The Persistence of AI Linguistic Markers

As large language model-generated prose becomes ubiquitous, researchers are identifying specific habits that distinguish AI output from human writing. While early indicators like excessive em-dash usage have largely been addressed by model developers, new linguistic tells continue to emerge.

A study by the marketing firm Graphite analyzed the writing habits of frontier models, identifying 13,000 phrases that appear at least twice as frequently in AI-generated content compared to human-authored samples. The research suggests that while models are evolving, they maintain unique, model-specific linguistic quirks.

The study indicates divergent trends in model development. According to Graphite, Claude models are trending closer to human word distribution patterns over time, whereas GPT-series models appear to be moving further away.

Methodology and Model-Specific Tells

To isolate these patterns, researchers used a control group of 10,000 articles published prior to the release of ChatGPT. They tasked various AI models with rewriting these articles from summaries to minimize source bias, allowing for a direct comparison of sentence construction and vocabulary frequency.

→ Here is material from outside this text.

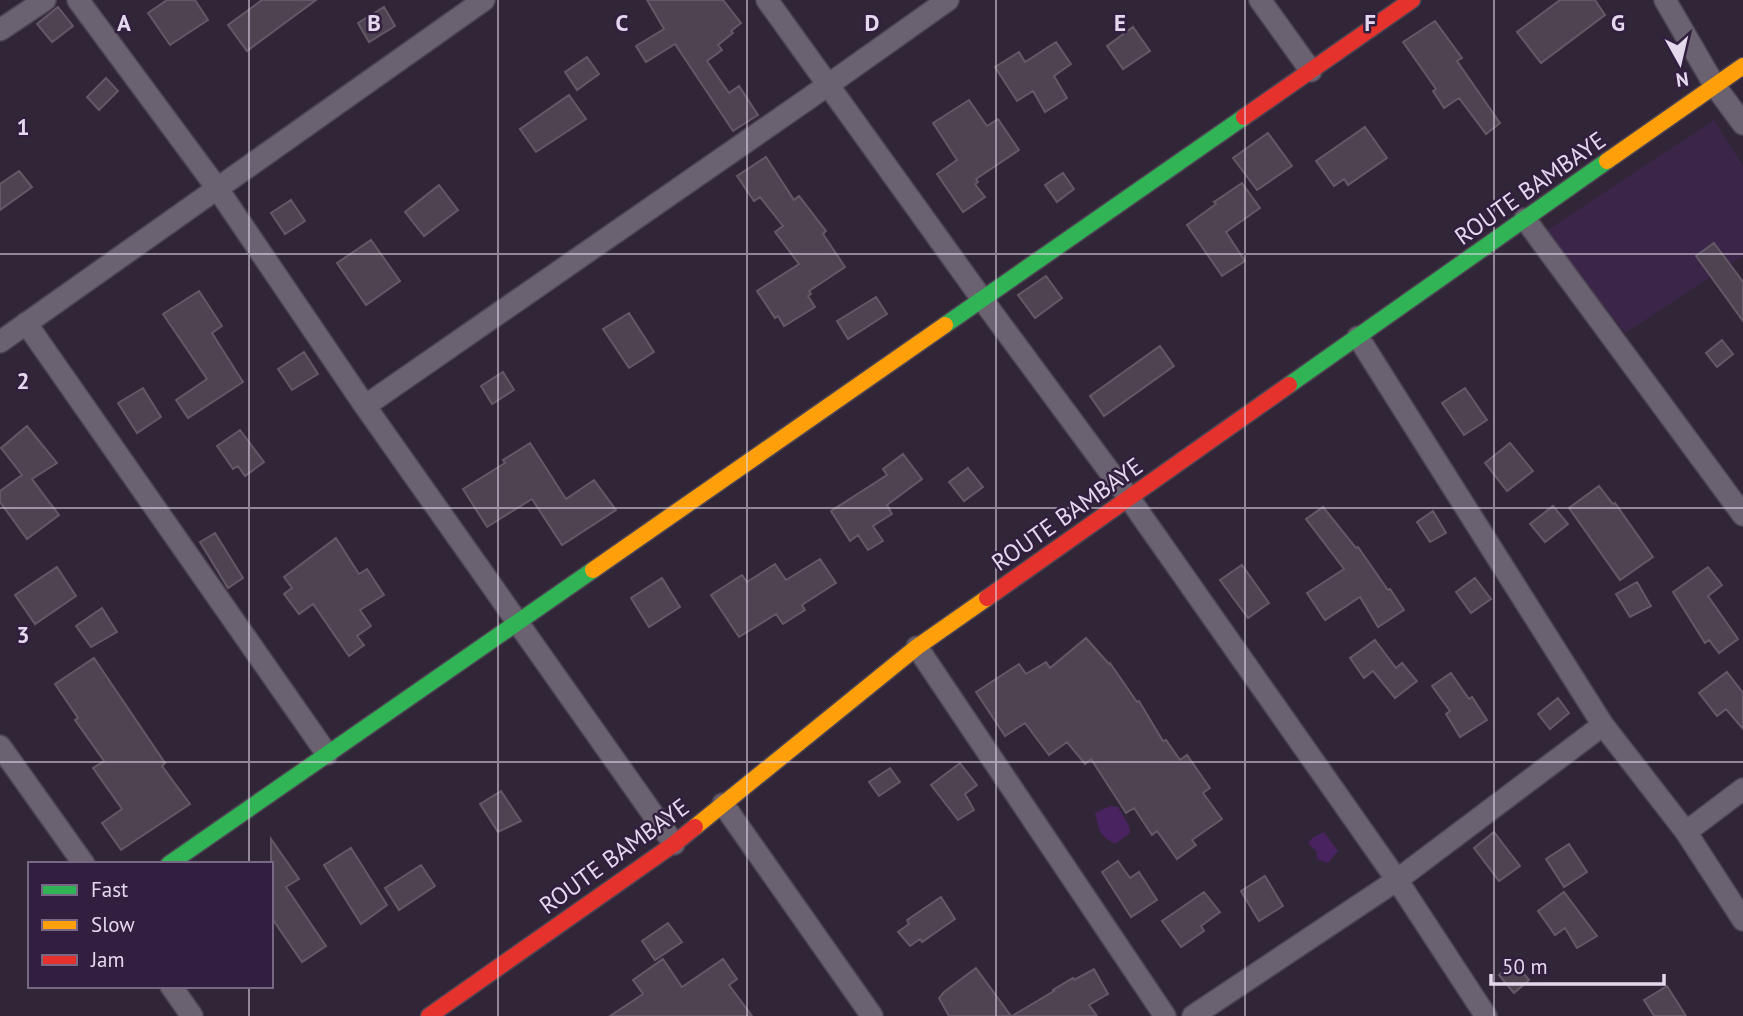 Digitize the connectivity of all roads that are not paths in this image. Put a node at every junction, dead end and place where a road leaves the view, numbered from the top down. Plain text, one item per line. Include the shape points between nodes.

Claude Opus 5.5 shows a distinct preference for the word “dependable,” which appears 23 times more frequently than in human samples. The model also frequently employs the construction “is more than an X, it’s a Y.”

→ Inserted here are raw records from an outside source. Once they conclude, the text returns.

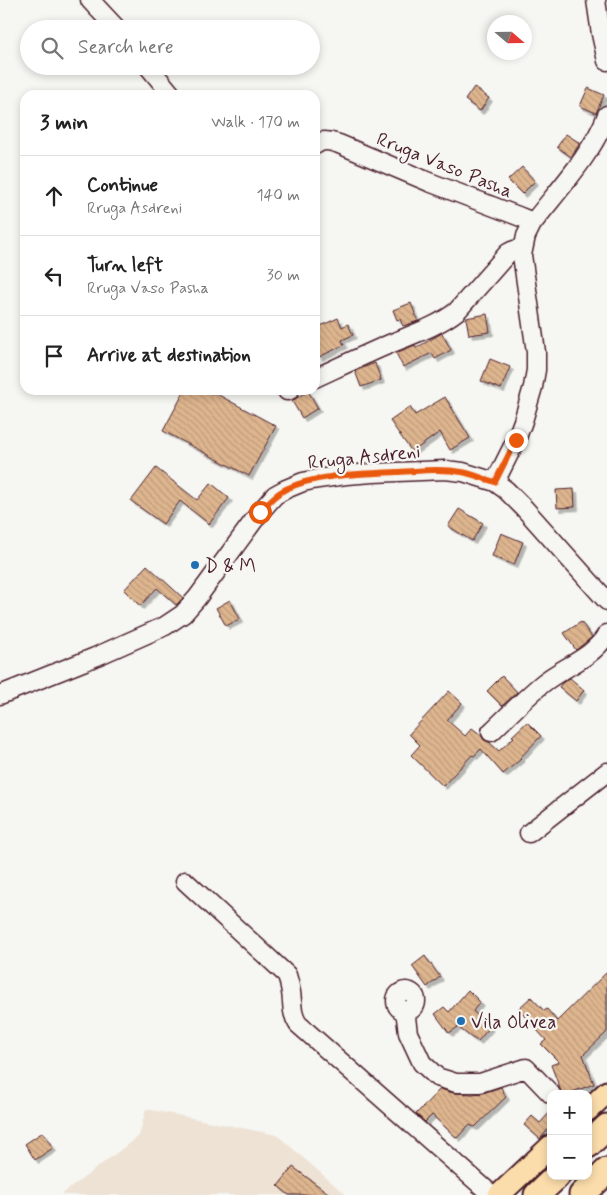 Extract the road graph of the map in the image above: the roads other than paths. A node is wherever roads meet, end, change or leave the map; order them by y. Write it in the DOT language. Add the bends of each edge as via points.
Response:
graph roads {
  1 [pos="90,0"];
  2 [pos="601,12"];
  3 [pos="109,20"];
  4 [pos="607,60"];
  5 [pos="155,75"];
  6 [pos="168,90"];
  7 [pos="607,114"];
  8 [pos="320,142"];
  9 [pos="532,224"];
  10 [pos="522,251"];
  11 [pos="320,376"];
  12 [pos="495,482"];
  13 [pos="607,601"];
  14 [pos="607,634"];
  15 [pos="0,696"];
  16 [pos="491,732"];
  17 [pos="607,772"];
  18 [pos="529,833"];
  19 [pos="185,881"];
  20 [pos="405,1010"];
  21 [pos="547,1090"];
  22 [pos="607,1092"];
  23 [pos="592,1106"];
  24 [pos="607,1127"];
  25 [pos="592,1142"];
  26 [pos="547,1150"];
  27 [pos="607,1171"];
  28 [pos="553,1180"];
  29 [pos="492,1195"];
  30 [pos="498,1195"];
  31 [pos="537,1195"];
  32 [pos="582,1195"];
  1 -- 3 [label="street"];
  2 -- 4 [label="street" via="601,34"];
  5 -- 6 [label="street"];
  7 -- 9 [label="street" via="598,137"];
  8 -- 9 [label="street, Rruga Vaso Pasha" via="339,144"];
  9 -- 10 [label="street"];
  10 -- 11 [label="street" via="508,253 451,316"];
  10 -- 12 [label="street" via="536,370 523,421"];
  12 -- 13 [label="street, Rruga Asdreni" via="524,508"];
  12 -- 15 [label="street, Rruga Asdreni" via="463,472 422,470 346,475 303,482 286,489 275,495 260,512 183,614 165,626"];
  14 -- 16 [label="street" via="586,656 543,683"];
  17 -- 18 [label="street"];
  19 -- 29 [label="street" via="287,975 292,1011 298,1024"];
  20 -- 21 [label="street" via="408,1033 422,1063 437,1077 456,1083 480,1083 526,1068"];
  22 -- 23 [label="main road"];
  24 -- 25 [label="highway"];
  26 -- 30 [label="main road"];
  27 -- 32 [label="highway"];
  28 -- 31 [label="highway"];
} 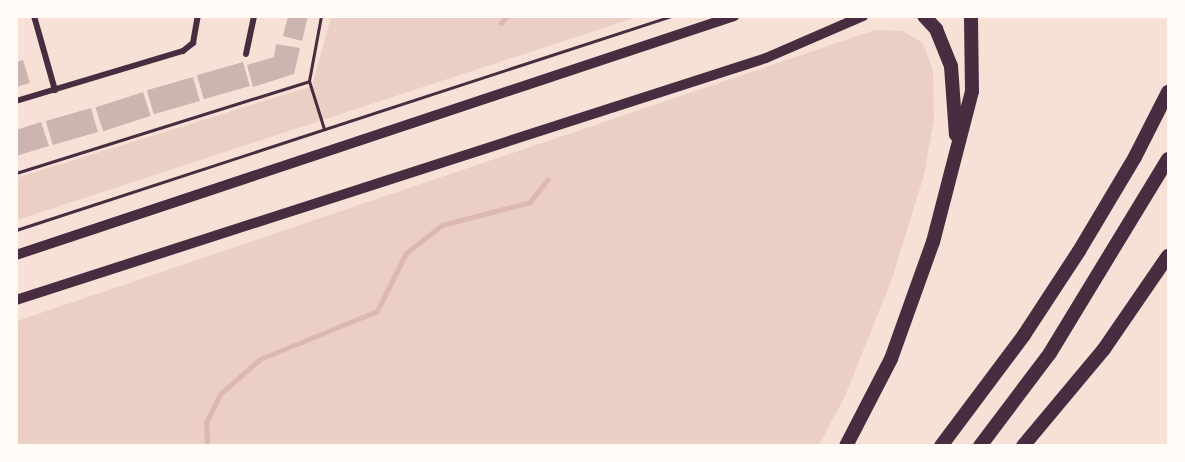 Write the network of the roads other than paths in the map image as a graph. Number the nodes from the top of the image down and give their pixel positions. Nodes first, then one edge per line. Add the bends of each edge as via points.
1 (34, 16) edge
2 (198, 16) edge
3 (254, 16) edge
4 (734, 16) edge
5 (863, 16) edge
6 (924, 16) edge
7 (970, 16) edge
8 (246, 54) dead end
9 (55, 90) junction
10 (1168, 92) edge
11 (16, 101) edge
12 (957, 146) junction
13 (1168, 159) edge
14 (16, 255) edge
15 (1168, 256) edge
16 (16, 300) edge
17 (846, 446) edge
18 (941, 446) edge
19 (980, 446) edge
20 (1023, 446) edge

1 - 9 street
2 - 9 street via 189,48
3 - 8 street
4 - 14 street
5 - 16 street via 766,58
6 - 12 highway via 936,29 951,66
7 - 12 highway via 972,91
9 - 11 street
10 - 18 highway via 1136,157 1079,251 1024,335
12 - 17 highway via 913,306 866,414
13 - 19 highway via 1050,353
15 - 20 highway via 1104,349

Opus 5.5 also exhibits a tendency to emphasize importance, using the phrase “this matters” 116 times more often than human writers, and “why X matters” 92 times more often.

OpenAI’s Astra model displays different markers, such as referencing “another dimension” of a topic and hedging claims with phrases like “may provide” or “can provide.” It also frequently uses “corrective framing,” such as defining a topic as “not simply X” or “rather than relying on X,” constructions found to be over 100 times more common in Astra’s output than in human writing.

The Evolution of AI Writing Styles

Frontier labs have successfully reduced the use of em-dashes across their models. Opus 5.5, Astra, and Gemini 3.1 Pro have all significantly curtailed their use of this punctuation mark compared to earlier versions or human benchmarks.

Despite these adjustments, the overall volume of linguistic tells remains stable. As developers eliminate known markers, new ones emerge, suggesting that each model version retains its own set of identifiable habits.

The persistence of these patterns is notable given the focus labs place on human-like communication. Anthropic, for instance, marketed Opus 5.5 as having a more natural, clearer writing style than its predecessors.

OpenAI has made similar claims regarding the GPT-6 versions, Sol and Luna, promising increased clarity and reduced jargon.

Challenges in Model Control

Experts suggest there are inherent limitations to how effectively labs can curate the output of large-scale models. The complexity of these systems, which contain billions of parameters, makes it difficult to fully eliminate specific linguistic tendencies.

The sheer scale of these models means that despite rigorous testing, certain patterns and quirks inevitably persist in the final output.